Что мы точно знаем, около 21 сентября его выкупила из «Тарасовки» второстепенная писательница А.И. Бибикова (кажется, он обещал стилистически выправить какие-то ее произведения). Но на свободе он прожил всего несколько дней. 25 сентября 1864 года он неожиданно скончался от апоплексического удара, как тогда называли инсульт. 28 сентября друзья хоронили его на Митрофаньевском кладбище, за Варшавским вокзалом. Ныне кладбище не существует; оно располагалось рядом с сохранившимся старообрядческим кладбищем, теперь называемым «Громовское»; их разделяла бывшая Старообрядческая, ныне Ташкентская улица, идущая от Дома культуры им. Капранова через подъездные пути Варшавского вокзала к Митрофаньевскому шоссе; Громовское кладбище находится у южной стороны Ташкентской улицы, а Митрофаньевское простиралось севернее.

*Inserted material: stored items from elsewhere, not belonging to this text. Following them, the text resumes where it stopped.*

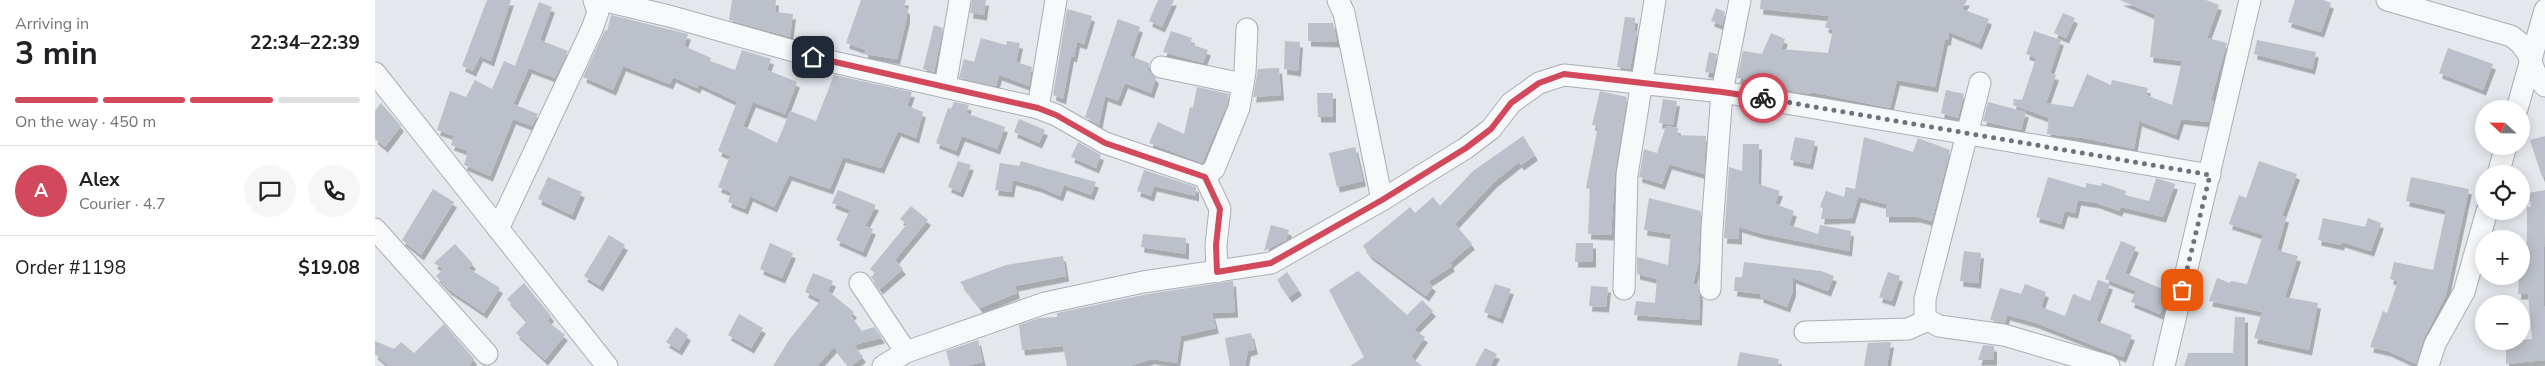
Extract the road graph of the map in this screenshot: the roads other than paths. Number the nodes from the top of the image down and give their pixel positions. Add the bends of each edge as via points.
1 (594, 0) edge
2 (601, 0) edge
3 (960, 0) edge
4 (1056, 0) edge
5 (1338, 0) edge
6 (1655, 0) edge
7 (1740, 0) edge
8 (2249, 0) edge
9 (2387, 0) edge
10 (2545, 10) edge
11 (1247, 29) dead end
12 (2531, 60) junction
13 (1161, 67) dead end
14 (375, 73) edge
15 (1641, 83) junction
16 (1980, 83) dead end
17 (1243, 84) junction
18 (2545, 86) edge
19 (945, 87) junction
20 (1722, 92) junction
21 (2520, 100) edge
22 (1038, 108) junction
23 (1967, 134) junction
24 (2210, 175) junction
25 (1205, 177) junction
26 (1382, 200) junction
27 (2484, 220) edge
28 (375, 229) edge
29 (498, 229) junction
30 (1217, 272) junction
31 (861, 283) dead end
32 (1624, 289) dead end
33 (1710, 289) dead end
34 (1928, 320) junction
35 (1805, 332) dead end
36 (906, 352) junction
37 (487, 354) dead end
38 (607, 366) edge
39 (883, 366) edge
40 (2109, 366) edge
41 (2164, 366) edge
42 (2428, 366) edge

1 - 29 street via 598,12 592,30
2 - 19 street via 829,61
3 - 19 street
4 - 22 street
5 - 26 street via 1344,13
6 - 15 street
7 - 20 street
8 - 24 street
9 - 12 street via 2511,36 2526,47
10 - 12 street
11 - 17 street
12 - 18 street via 2535,73
12 - 21 street
13 - 17 street
14 - 29 street
15 - 20 street
15 - 26 street via 1564,74 1539,83 1511,103 1491,129 1466,148
15 - 32 street via 1627,175
16 - 23 street
17 - 25 street via 1239,108 1214,169
19 - 22 street
20 - 23 street
20 - 33 street
22 - 25 street via 1105,143
23 - 24 street
23 - 34 street via 1925,299
24 - 41 street
25 - 30 street via 1220,209
26 - 30 street via 1271,263
27 - 42 street via 2464,292 2435,344
28 - 37 street
29 - 38 street
30 - 36 street via 1143,282 1045,303
31 - 36 street
34 - 35 street via 1908,329
34 - 40 street via 1939,326 2004,336
36 - 39 street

Писатель П.Д. Боборыкин вспоминал: «Проводить Григорьева бралось немного народу: редакция журнала «Эпоха», несколько человек из «Библиотеки для чтения», два-три актера, в том числе П.В. Васильев, и какие-то личности в странных одеждах, как оказалось, пансионеры дома Тарасова, сидевшие с Григорьевым в одной комнате. В церкви все заметили бывшую актрису г-жу Владимирову. Она приехала проводить в могилу того театрального критика, который относился к ней всегда более чем снисходительно, находил даже в ней задатки большого дарования. И оказалось, что г-жа Владимирова никогда даже не видала в лицо покойного, почему и попросила одного из распорядителей похорон приподнять крышку гроба: гроб стоял в церкви закрытым».

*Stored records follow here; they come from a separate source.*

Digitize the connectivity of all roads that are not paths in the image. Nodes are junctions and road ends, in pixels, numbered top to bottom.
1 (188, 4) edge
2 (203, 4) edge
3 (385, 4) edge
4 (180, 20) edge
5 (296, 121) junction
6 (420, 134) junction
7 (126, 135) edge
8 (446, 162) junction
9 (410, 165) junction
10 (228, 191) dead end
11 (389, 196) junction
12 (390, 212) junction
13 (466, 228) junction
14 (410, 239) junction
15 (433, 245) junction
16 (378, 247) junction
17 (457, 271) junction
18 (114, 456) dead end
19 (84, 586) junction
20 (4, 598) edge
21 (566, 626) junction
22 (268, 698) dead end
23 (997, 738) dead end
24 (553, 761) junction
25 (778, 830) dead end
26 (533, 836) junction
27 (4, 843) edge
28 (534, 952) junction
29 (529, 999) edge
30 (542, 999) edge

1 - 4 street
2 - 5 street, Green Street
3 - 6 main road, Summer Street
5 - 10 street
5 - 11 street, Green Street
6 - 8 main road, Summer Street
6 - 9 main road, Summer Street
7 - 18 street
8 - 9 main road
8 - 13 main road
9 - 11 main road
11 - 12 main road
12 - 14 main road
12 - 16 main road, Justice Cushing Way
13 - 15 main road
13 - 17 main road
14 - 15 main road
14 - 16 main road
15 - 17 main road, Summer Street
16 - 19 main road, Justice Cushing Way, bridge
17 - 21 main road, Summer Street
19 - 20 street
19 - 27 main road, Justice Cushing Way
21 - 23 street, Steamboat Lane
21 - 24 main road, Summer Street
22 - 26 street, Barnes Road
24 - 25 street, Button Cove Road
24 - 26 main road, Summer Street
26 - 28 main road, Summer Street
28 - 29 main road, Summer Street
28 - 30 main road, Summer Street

В начале 1930-х годов, когда разрушали Митрофаньевское кладбище, профессор B.C. Спиридонов, всю жизнь занимав­шийся творчеством Григорьева, настоял, чтобы его прах был перенесен на Волково кладбище. Поставили новое надгробие. Теперь останки Григорьева покоятся рядом с могилами его великого предшественника Белинского и великих недругов Добролюбова и Писарева, хотя, честно сказать, последние к Григорьеву, да и он к ним, относились все-таки с подлинным уважением — настоящие таланты, даже споря, признают значение друг друга.